Work instructions
Copy, from the material below, each line that contains the word "Sempin".

• • • •

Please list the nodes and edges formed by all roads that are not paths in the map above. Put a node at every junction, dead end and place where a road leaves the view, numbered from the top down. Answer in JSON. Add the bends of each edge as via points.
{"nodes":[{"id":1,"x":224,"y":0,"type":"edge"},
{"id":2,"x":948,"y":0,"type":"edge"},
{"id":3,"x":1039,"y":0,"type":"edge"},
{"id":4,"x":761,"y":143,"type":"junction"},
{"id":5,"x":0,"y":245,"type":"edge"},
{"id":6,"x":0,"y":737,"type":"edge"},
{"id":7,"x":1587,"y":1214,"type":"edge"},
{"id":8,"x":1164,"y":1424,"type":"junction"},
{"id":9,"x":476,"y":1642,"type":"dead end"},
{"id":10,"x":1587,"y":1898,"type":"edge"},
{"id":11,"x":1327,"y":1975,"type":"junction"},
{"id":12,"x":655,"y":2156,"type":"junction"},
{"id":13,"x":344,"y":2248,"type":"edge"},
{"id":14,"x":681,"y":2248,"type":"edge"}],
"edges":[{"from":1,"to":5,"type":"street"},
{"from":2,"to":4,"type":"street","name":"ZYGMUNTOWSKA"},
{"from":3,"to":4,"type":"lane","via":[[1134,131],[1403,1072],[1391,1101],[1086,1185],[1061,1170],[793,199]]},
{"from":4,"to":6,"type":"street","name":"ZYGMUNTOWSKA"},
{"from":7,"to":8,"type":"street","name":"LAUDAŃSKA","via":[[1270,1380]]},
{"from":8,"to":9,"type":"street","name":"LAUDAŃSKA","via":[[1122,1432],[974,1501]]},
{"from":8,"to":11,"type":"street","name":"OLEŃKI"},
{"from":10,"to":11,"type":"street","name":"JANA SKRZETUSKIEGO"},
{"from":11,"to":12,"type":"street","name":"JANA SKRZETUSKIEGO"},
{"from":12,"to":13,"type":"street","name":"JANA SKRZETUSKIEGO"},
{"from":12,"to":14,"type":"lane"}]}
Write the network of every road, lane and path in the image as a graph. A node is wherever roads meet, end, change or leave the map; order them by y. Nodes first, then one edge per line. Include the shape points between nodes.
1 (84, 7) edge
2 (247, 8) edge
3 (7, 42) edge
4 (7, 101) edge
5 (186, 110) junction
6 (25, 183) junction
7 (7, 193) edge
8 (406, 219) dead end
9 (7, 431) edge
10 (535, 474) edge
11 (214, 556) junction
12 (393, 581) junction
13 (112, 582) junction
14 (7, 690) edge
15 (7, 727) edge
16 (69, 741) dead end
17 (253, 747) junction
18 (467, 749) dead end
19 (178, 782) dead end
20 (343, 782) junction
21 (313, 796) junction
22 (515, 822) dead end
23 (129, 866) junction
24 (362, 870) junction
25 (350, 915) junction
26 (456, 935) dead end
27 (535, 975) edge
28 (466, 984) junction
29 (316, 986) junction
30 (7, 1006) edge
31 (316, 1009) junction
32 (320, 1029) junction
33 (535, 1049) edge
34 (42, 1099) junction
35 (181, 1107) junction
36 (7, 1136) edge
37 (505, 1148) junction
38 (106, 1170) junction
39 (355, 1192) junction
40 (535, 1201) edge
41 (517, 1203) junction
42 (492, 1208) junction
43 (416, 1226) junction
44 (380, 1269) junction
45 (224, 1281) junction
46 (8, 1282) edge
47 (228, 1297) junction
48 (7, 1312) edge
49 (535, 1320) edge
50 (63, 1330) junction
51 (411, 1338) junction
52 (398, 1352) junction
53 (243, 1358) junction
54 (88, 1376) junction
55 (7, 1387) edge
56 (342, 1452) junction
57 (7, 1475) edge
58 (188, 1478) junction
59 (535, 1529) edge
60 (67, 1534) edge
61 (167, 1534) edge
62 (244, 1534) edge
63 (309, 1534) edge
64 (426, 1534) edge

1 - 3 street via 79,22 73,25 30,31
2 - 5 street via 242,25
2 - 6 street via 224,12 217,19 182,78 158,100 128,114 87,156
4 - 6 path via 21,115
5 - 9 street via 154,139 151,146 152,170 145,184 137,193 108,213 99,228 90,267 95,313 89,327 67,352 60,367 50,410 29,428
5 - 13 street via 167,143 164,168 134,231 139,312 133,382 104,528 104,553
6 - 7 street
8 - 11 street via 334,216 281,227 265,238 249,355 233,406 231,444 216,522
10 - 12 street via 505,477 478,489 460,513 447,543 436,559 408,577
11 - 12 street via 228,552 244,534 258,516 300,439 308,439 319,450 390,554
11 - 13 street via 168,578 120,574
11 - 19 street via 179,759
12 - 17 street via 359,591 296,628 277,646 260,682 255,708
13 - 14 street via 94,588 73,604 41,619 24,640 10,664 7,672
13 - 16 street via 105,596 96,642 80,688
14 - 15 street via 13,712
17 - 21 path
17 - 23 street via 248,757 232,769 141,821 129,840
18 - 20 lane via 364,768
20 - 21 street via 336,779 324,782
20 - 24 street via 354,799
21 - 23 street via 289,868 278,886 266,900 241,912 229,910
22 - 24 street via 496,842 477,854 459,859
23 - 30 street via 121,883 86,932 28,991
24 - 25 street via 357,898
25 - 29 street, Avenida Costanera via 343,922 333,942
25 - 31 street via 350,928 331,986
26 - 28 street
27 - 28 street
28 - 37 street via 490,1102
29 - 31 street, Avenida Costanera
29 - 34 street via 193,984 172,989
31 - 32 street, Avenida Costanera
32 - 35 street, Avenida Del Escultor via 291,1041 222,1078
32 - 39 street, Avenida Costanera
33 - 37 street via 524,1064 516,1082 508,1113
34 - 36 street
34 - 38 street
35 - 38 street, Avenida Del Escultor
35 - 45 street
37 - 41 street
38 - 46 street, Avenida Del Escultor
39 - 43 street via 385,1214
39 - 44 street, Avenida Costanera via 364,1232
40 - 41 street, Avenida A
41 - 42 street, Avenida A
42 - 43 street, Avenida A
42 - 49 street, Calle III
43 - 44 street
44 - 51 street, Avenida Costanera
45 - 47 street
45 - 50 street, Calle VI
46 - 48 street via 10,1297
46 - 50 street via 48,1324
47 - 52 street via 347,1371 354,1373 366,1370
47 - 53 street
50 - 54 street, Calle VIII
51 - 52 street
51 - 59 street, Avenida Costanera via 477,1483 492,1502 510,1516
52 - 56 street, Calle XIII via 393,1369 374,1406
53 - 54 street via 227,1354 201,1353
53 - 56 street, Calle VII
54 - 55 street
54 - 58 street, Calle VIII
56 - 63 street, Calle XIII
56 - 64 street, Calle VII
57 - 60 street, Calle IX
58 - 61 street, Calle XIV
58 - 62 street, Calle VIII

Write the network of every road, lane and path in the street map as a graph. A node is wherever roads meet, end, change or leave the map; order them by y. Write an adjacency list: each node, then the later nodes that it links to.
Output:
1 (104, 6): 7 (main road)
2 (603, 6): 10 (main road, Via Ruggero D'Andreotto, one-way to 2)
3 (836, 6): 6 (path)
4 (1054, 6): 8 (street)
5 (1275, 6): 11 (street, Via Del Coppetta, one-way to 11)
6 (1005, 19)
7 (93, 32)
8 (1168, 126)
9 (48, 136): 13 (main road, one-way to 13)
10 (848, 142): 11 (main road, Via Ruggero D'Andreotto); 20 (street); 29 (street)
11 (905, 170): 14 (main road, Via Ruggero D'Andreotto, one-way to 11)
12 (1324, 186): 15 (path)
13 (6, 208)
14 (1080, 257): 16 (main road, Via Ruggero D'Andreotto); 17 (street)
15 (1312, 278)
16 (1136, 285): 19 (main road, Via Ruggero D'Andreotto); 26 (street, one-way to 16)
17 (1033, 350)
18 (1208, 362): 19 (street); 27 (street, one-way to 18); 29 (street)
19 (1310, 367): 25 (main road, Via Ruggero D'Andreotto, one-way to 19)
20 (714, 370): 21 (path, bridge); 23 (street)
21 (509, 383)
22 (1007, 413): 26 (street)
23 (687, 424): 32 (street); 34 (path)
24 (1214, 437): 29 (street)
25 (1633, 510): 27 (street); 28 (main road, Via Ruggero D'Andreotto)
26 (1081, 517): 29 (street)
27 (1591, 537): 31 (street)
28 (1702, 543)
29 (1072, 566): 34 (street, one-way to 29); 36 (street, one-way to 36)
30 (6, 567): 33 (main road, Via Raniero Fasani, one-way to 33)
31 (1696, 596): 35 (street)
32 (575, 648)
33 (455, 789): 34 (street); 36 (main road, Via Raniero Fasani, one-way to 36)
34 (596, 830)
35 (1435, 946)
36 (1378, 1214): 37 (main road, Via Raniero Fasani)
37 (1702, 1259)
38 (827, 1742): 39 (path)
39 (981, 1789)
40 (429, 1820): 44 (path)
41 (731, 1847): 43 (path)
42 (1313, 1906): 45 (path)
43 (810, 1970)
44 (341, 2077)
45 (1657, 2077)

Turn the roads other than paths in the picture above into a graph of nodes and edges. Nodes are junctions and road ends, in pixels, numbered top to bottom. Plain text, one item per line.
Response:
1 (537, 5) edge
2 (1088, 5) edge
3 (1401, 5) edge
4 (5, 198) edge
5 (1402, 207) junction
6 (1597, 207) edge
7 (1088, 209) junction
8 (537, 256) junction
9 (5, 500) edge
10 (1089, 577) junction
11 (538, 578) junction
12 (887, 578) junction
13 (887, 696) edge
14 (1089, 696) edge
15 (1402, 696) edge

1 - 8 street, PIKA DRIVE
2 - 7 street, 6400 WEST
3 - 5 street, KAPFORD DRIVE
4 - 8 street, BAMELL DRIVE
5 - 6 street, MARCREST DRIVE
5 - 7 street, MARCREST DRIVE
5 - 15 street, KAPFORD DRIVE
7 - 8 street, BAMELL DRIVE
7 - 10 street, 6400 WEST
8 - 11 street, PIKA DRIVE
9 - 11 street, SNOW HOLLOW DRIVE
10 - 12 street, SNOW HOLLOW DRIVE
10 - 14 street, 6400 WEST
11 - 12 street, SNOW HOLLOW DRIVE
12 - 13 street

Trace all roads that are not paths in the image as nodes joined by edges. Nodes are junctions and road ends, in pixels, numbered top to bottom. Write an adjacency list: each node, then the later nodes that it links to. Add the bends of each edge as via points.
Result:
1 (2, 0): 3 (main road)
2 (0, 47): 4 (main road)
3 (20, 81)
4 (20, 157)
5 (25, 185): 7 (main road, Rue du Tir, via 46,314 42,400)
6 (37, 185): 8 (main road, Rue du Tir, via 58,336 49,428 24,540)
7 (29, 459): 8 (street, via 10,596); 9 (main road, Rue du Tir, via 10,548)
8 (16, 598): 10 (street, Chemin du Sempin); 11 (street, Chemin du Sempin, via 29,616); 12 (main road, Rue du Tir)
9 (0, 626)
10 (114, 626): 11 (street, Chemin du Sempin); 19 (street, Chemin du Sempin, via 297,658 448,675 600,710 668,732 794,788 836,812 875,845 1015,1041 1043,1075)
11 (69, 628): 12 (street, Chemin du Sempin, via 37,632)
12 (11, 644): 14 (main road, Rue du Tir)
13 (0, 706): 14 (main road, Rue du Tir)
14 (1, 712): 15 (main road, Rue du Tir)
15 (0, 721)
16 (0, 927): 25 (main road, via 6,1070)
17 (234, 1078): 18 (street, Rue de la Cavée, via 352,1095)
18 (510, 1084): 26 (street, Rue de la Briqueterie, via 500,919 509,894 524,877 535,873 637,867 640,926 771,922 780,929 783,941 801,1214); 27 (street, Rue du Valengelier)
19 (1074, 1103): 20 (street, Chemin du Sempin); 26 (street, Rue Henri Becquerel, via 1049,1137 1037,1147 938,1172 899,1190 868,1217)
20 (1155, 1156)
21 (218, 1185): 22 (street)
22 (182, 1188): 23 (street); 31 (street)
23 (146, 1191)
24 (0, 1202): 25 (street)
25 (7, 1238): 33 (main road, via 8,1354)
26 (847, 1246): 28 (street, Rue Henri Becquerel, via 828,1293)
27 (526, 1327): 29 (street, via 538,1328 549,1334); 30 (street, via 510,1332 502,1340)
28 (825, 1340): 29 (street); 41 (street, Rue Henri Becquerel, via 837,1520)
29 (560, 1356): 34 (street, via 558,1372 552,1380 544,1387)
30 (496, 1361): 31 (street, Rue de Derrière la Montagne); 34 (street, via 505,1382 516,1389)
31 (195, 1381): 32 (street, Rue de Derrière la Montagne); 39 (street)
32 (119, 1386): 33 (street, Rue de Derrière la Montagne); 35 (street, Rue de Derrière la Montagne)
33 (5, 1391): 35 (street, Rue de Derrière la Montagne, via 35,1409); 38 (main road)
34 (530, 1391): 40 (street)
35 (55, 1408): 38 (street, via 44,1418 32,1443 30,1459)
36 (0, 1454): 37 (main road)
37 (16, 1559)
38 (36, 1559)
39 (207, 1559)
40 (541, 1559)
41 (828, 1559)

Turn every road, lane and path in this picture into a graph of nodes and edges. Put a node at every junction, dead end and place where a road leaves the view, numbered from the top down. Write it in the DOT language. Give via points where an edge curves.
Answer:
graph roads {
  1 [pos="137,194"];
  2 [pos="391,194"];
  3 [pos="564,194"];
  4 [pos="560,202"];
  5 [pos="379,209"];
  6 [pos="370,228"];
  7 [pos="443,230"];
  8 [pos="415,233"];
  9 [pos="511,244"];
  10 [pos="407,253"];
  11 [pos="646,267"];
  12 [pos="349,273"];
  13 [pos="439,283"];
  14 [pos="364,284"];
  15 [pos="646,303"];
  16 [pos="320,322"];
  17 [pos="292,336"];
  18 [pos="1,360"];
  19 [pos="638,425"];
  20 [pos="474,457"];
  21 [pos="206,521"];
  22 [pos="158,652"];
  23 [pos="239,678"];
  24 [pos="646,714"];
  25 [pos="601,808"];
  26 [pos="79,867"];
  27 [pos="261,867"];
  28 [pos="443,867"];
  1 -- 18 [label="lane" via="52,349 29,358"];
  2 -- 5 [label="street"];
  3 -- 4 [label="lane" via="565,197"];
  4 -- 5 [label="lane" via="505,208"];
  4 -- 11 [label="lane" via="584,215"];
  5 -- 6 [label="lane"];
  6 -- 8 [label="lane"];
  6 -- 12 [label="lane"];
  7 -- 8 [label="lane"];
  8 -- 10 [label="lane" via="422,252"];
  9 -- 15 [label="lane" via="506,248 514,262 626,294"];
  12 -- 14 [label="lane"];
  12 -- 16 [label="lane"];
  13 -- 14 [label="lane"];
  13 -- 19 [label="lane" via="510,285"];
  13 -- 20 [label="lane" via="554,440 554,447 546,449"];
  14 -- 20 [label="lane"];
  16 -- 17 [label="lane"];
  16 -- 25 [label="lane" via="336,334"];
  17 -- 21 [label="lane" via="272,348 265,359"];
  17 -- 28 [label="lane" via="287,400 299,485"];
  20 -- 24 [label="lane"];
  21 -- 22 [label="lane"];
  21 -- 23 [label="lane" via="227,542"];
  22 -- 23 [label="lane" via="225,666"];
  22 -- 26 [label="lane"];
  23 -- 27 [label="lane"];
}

• • • •

Answer space
8 (16, 598): 10 (street, Chemin du Sempin); 11 (street, Chemin du Sempin, via 29,616); 12 (main road, Rue du Tir)
10 (114, 626): 11 (street, Chemin du Sempin); 19 (street, Chemin du Sempin, via 297,658 448,675 600,710 668,732 794,788 836,812 875,845 1015,1041 1043,1075)
11 (69, 628): 12 (street, Chemin du Sempin, via 37,632)
19 (1074, 1103): 20 (street, Chemin du Sempin); 26 (street, Rue Henri Becquerel, via 1049,1137 1037,1147 938,1172 899,1190 868,1217)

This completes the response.